[Start of Attachment]

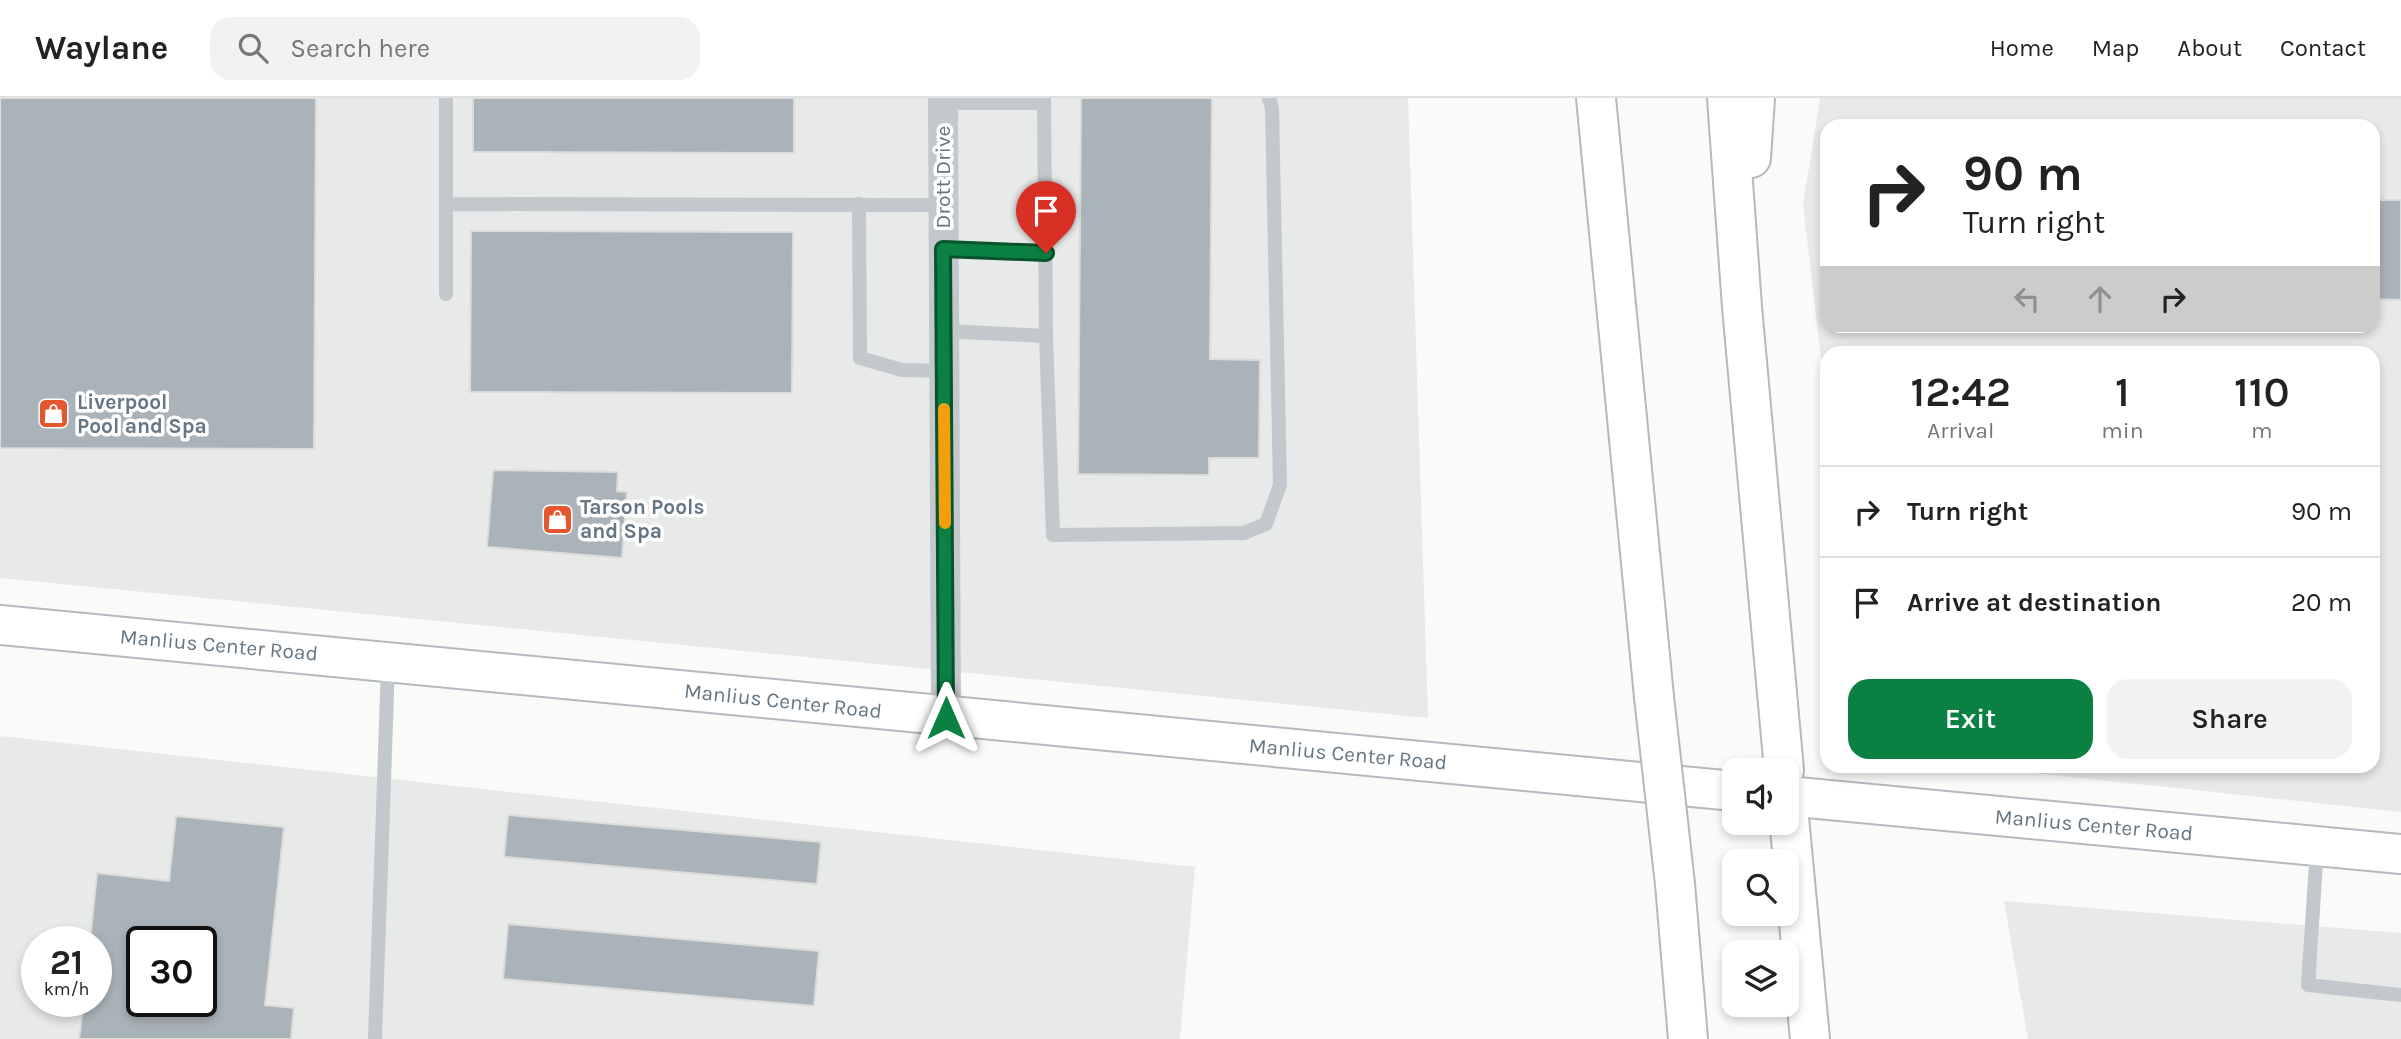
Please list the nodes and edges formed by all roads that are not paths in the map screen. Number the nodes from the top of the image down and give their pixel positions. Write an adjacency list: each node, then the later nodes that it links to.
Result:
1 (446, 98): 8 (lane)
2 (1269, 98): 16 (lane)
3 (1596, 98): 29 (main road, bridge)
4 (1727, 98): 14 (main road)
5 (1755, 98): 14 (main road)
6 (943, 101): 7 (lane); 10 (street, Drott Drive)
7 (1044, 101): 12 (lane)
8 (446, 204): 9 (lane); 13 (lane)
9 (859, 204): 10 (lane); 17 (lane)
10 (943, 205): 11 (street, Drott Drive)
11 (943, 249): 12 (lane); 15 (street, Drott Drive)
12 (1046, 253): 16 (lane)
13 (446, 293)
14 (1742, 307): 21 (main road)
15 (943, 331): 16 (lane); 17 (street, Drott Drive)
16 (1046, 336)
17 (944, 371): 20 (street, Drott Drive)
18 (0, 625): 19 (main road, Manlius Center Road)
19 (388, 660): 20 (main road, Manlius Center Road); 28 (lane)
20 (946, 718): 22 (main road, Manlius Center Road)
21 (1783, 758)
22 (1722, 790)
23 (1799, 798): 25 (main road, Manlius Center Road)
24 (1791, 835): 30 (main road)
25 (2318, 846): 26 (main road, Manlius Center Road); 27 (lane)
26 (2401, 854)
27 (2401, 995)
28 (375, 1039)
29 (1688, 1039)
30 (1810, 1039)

[End of Attachment]

■ Task requirements ■
Your copy of the data should match it exactly, apart from the images, which are omitted.

■ Output ■
Please list the nodes and edges formed by all roads that are not paths in the map screen. Number the nodes from the top of the image down and give their pixel positions. Write an adjacency list: each node, then the later nodes that it links to.
Result:
1 (446, 98): 8 (lane)
2 (1269, 98): 16 (lane)
3 (1596, 98): 29 (main road, bridge)
4 (1727, 98): 14 (main road)
5 (1755, 98): 14 (main road)
6 (943, 101): 7 (lane); 10 (street, Drott Drive)
7 (1044, 101): 12 (lane)
8 (446, 204): 9 (lane); 13 (lane)
9 (859, 204): 10 (lane); 17 (lane)
10 (943, 205): 11 (street, Drott Drive)
11 (943, 249): 12 (lane); 15 (street, Drott Drive)
12 (1046, 253): 16 (lane)
13 (446, 293)
14 (1742, 307): 21 (main road)
15 (943, 331): 16 (lane); 17 (street, Drott Drive)
16 (1046, 336)
17 (944, 371): 20 (street, Drott Drive)
18 (0, 625): 19 (main road, Manlius Center Road)
19 (388, 660): 20 (main road, Manlius Center Road); 28 (lane)
20 (946, 718): 22 (main road, Manlius Center Road)
21 (1783, 758)
22 (1722, 790)
23 (1799, 798): 25 (main road, Manlius Center Road)
24 (1791, 835): 30 (main road)
25 (2318, 846): 26 (main road, Manlius Center Road); 27 (lane)
26 (2401, 854)
27 (2401, 995)
28 (375, 1039)
29 (1688, 1039)
30 (1810, 1039)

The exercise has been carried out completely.